* _YOUR GOAL_: In the copy, include every entry exactly but none of the images.

* _Collected data entries_:

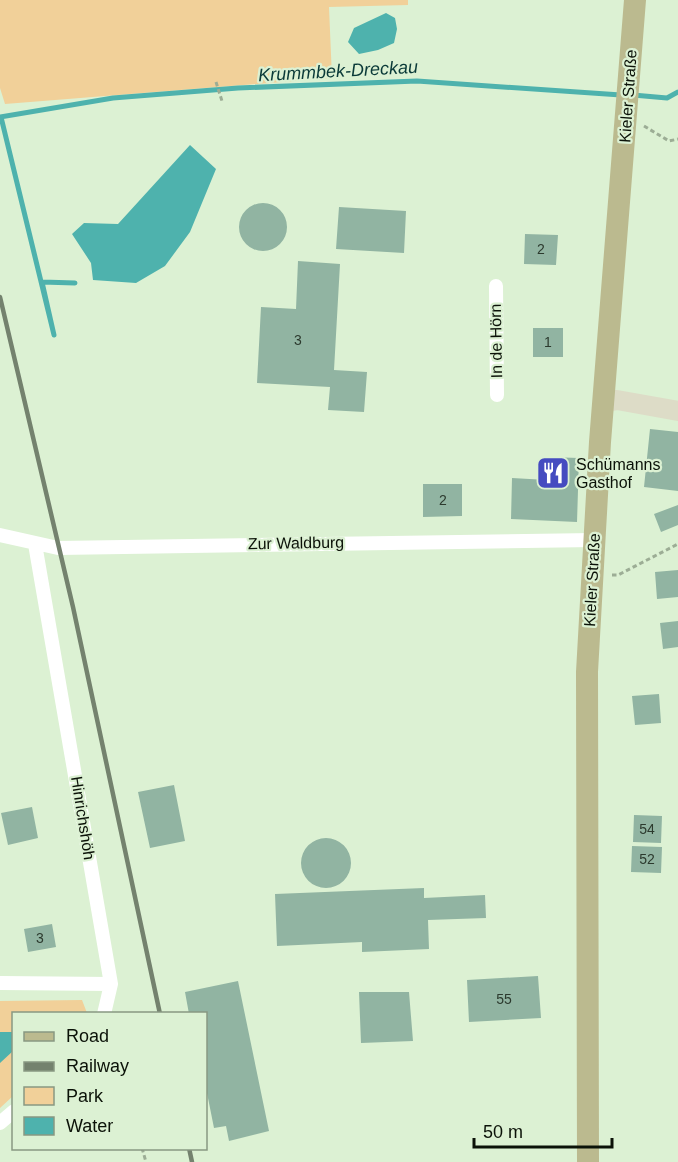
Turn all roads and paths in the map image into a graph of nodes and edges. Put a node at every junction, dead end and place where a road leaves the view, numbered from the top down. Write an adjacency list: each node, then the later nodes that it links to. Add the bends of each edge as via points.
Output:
1 (635, 0): 4 (main road, Kieler Straße)
2 (216, 82): 3 (path)
3 (222, 101)
4 (626, 117): 5 (path, via 669,141); 8 (main road, Kieler Straße)
5 (678, 139)
6 (495, 286): 7 (street, In de Hörn)
7 (497, 395)
8 (604, 402): 9 (street, via 617,400); 11 (main road, Kieler Straße)
9 (678, 411)
10 (0, 535): 12 (street, Zur Waldburg)
11 (594, 540): 12 (street, Zur Waldburg, via 58,548); 14 (main road, Kieler Straße)
12 (35, 544): 16 (street, Hinrichshöh)
13 (678, 544): 14 (path, via 618,575)
14 (592, 574): 20 (main road, Kieler Straße, via 587,672)
15 (0, 983): 16 (street)
16 (111, 984): 17 (street)
17 (104, 1012)
18 (12, 1113): 19 (street)
19 (0, 1123)
20 (588, 1162)

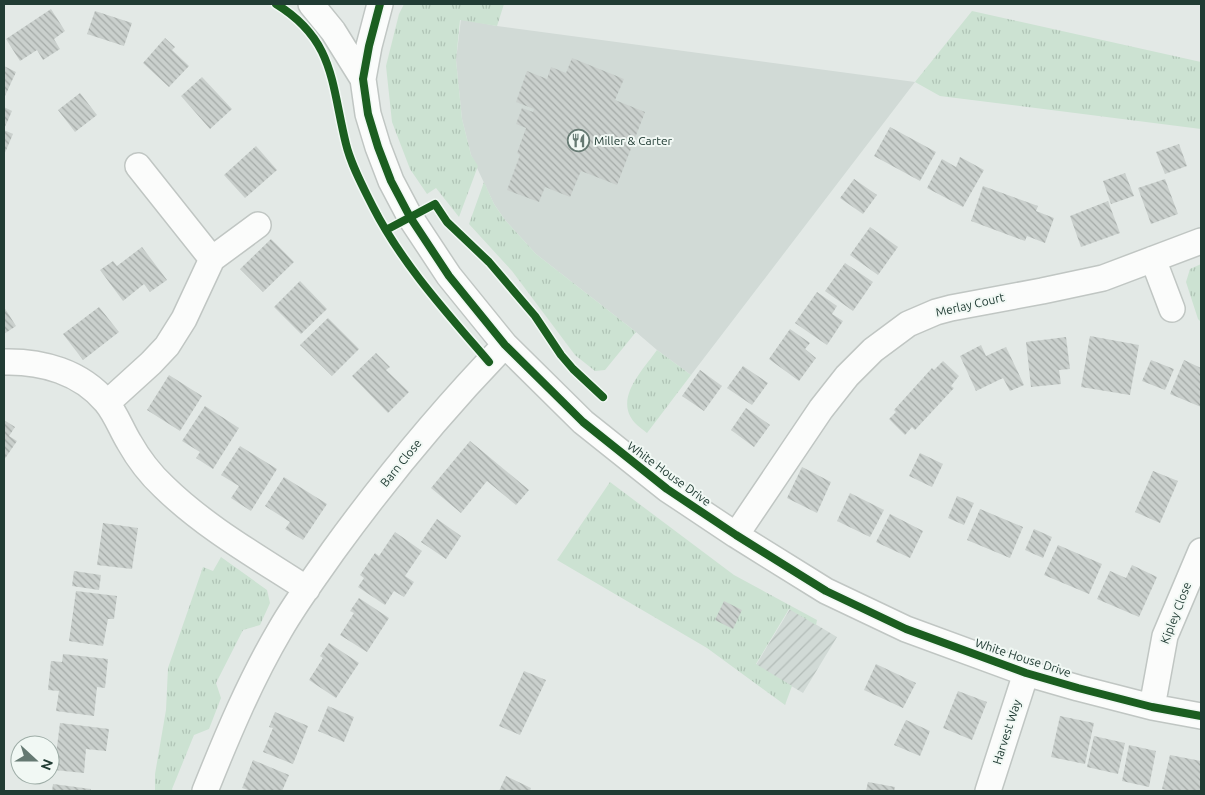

* _RESULT OF THE TASK_:
Turn all roads and paths in the map image into a graph of nodes and edges. Put a node at every junction, dead end and place where a road leaves the view, numbered from the top down. Write an adjacency list: each node, then the later nodes that it links to. Add the bends of each edge as via points.
Output:
1 (635, 0): 4 (main road, Kieler Straße)
2 (216, 82): 3 (path)
3 (222, 101)
4 (626, 117): 5 (path, via 669,141); 8 (main road, Kieler Straße)
5 (678, 139)
6 (495, 286): 7 (street, In de Hörn)
7 (497, 395)
8 (604, 402): 9 (street, via 617,400); 11 (main road, Kieler Straße)
9 (678, 411)
10 (0, 535): 12 (street, Zur Waldburg)
11 (594, 540): 12 (street, Zur Waldburg, via 58,548); 14 (main road, Kieler Straße)
12 (35, 544): 16 (street, Hinrichshöh)
13 (678, 544): 14 (path, via 618,575)
14 (592, 574): 20 (main road, Kieler Straße, via 587,672)
15 (0, 983): 16 (street)
16 (111, 984): 17 (street)
17 (104, 1012)
18 (12, 1113): 19 (street)
19 (0, 1123)
20 (588, 1162)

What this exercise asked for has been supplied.